* Task requirements
Go through the material line by line and copy each one with the word "graph".

------------------------

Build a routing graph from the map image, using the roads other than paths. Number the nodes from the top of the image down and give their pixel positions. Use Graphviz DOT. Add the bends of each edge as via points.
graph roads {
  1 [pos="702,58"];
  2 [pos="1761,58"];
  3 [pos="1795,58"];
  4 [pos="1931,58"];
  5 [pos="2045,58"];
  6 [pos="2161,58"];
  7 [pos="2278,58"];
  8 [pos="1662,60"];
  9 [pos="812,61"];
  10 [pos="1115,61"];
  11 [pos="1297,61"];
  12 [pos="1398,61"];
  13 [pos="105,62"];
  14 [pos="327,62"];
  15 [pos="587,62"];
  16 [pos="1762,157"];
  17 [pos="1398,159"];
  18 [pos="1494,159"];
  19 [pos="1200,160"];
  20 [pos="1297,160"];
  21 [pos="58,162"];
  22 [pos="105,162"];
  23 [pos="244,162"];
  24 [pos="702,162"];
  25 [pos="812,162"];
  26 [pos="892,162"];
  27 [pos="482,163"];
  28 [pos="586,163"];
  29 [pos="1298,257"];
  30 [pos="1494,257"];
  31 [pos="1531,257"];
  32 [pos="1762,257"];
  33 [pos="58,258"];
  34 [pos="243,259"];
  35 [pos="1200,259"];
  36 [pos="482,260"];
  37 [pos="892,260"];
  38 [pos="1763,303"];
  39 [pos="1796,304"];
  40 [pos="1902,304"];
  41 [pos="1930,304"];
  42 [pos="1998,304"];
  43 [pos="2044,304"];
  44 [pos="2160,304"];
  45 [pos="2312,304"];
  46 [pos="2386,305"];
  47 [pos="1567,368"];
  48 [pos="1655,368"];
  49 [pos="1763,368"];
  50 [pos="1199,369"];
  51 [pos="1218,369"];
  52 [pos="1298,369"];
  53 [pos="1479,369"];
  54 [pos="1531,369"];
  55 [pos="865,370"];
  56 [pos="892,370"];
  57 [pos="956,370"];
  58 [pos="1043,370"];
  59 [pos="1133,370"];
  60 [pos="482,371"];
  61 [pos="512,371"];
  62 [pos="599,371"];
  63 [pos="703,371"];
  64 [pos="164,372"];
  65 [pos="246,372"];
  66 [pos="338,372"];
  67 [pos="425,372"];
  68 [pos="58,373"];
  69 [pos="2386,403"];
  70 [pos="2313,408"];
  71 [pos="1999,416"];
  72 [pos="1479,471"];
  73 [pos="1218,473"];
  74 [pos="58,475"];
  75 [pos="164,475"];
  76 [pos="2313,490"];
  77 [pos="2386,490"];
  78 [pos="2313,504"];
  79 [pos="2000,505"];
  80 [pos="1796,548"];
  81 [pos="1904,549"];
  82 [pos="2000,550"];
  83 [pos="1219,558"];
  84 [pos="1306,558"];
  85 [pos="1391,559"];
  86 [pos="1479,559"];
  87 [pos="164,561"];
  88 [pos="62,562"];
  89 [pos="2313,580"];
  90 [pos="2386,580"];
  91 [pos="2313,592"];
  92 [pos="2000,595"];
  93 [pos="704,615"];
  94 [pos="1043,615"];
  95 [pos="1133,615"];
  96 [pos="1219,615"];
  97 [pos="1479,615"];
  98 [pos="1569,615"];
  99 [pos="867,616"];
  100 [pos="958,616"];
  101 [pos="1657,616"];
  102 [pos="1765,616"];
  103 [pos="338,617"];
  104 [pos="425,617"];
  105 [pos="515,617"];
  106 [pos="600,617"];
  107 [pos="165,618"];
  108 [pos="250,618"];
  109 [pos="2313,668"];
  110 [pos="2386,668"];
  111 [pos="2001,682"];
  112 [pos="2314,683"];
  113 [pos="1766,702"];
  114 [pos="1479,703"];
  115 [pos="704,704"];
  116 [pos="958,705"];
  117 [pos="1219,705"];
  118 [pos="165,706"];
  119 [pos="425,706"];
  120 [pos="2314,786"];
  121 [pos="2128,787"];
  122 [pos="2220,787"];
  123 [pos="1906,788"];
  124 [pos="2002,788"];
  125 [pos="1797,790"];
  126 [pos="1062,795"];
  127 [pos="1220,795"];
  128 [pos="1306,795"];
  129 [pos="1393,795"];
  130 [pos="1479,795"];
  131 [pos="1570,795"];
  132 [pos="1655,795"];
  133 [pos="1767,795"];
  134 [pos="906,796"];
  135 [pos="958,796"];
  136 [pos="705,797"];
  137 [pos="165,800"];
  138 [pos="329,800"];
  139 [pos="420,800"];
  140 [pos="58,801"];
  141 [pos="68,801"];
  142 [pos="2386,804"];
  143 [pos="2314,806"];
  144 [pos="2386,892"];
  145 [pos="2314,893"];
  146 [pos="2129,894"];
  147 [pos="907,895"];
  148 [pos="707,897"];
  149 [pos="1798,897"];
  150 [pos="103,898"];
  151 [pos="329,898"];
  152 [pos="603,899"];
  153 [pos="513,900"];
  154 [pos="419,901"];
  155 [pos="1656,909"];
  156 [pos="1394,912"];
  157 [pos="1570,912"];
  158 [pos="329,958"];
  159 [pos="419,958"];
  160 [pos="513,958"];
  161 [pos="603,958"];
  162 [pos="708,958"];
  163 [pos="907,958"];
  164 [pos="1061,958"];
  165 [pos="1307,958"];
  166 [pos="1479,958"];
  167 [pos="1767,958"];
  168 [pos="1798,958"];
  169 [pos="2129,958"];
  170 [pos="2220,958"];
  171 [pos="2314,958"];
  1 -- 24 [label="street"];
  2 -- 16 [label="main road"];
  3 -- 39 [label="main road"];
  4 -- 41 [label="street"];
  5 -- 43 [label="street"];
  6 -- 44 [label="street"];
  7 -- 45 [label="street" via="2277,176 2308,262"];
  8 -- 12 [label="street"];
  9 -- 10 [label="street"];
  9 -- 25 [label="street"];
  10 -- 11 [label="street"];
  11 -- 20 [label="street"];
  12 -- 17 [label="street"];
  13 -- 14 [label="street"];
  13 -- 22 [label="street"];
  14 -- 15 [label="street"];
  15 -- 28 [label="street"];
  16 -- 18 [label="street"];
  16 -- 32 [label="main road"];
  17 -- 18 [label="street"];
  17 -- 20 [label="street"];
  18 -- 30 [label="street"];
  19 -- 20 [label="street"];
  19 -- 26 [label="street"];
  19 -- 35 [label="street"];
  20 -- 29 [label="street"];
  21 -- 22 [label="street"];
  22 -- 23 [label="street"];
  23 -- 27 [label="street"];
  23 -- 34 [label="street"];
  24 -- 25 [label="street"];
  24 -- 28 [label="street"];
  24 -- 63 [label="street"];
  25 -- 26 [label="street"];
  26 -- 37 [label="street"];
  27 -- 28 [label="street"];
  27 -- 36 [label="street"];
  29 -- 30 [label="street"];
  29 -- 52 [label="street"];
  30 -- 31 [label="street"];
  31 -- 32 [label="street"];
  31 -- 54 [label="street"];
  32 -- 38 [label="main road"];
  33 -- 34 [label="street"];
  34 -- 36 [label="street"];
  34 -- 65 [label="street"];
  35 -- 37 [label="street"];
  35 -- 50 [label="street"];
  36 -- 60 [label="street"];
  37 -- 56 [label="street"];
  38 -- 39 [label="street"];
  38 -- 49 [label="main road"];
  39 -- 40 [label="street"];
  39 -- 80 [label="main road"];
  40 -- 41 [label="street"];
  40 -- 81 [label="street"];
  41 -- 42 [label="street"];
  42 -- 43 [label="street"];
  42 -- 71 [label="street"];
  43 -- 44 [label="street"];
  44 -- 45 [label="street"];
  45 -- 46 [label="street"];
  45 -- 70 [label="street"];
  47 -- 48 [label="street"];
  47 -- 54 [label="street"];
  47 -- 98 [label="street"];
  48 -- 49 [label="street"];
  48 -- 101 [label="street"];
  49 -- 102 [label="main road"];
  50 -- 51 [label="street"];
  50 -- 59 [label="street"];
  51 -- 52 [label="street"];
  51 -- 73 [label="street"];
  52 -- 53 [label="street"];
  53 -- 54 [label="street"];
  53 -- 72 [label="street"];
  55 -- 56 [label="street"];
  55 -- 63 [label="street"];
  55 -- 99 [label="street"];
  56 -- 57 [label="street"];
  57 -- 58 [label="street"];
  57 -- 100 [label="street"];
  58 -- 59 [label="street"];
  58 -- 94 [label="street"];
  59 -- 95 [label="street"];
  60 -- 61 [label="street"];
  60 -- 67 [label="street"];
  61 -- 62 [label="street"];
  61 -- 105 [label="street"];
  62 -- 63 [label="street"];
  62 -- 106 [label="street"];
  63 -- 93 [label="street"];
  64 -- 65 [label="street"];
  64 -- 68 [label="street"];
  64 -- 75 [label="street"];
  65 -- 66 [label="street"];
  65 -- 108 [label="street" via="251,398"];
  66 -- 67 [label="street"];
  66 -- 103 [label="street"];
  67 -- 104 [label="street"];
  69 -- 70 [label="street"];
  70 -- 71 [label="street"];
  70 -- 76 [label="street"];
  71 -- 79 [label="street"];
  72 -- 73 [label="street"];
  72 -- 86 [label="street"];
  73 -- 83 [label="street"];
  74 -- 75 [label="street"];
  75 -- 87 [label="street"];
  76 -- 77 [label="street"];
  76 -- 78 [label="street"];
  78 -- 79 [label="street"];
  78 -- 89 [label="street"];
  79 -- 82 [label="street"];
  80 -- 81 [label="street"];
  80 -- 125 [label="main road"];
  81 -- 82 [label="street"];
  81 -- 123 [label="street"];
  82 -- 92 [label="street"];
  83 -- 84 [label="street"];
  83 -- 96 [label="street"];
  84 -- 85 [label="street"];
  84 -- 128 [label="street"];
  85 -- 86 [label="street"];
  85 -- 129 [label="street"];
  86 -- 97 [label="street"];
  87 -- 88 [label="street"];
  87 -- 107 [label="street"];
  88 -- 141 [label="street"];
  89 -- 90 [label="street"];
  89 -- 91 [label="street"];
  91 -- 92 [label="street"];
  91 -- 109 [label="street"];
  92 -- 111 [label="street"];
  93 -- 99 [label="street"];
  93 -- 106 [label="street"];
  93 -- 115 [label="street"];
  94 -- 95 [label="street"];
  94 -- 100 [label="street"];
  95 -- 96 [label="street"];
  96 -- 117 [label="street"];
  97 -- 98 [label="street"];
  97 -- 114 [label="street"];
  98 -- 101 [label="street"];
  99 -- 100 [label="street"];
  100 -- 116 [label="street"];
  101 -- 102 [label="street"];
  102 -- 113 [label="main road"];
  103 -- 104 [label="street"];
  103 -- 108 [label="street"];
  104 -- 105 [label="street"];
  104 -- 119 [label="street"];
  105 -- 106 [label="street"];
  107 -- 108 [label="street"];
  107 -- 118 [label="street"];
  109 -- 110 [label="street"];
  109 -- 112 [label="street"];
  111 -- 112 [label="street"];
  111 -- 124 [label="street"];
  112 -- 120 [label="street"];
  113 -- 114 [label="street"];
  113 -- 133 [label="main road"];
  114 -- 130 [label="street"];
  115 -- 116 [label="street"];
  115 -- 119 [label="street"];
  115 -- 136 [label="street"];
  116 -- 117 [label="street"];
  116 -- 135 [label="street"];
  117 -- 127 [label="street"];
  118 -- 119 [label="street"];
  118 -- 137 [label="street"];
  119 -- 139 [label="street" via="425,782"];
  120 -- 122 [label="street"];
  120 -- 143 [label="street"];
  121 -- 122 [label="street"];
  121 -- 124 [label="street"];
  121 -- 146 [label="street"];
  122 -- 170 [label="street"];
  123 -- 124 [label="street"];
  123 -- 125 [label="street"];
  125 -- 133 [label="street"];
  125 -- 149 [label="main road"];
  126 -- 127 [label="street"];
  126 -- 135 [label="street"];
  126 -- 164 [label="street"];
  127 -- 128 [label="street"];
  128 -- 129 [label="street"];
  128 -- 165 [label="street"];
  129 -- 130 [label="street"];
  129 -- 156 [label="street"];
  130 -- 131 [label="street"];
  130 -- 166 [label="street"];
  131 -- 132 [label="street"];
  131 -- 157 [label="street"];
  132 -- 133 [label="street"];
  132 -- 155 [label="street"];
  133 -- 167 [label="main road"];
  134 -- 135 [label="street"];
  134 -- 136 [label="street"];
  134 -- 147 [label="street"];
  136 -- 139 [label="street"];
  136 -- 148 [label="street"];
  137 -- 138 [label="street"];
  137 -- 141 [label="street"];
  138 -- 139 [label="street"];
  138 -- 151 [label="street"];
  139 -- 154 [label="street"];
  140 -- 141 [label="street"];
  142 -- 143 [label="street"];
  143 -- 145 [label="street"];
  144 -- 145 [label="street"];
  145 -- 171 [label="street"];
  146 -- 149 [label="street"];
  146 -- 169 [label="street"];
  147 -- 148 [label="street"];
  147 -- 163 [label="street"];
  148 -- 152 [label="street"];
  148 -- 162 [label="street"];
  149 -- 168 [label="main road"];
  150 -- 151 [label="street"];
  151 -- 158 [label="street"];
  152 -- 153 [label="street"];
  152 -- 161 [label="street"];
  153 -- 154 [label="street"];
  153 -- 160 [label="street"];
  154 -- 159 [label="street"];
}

------------------------

* Exercise output
Build a routing graph from the map image, using the roads other than paths. Number the nodes from the top of the image down and give their pixel positions. Use Graphviz DOT. Add the bends of each edge as via points.
graph roads {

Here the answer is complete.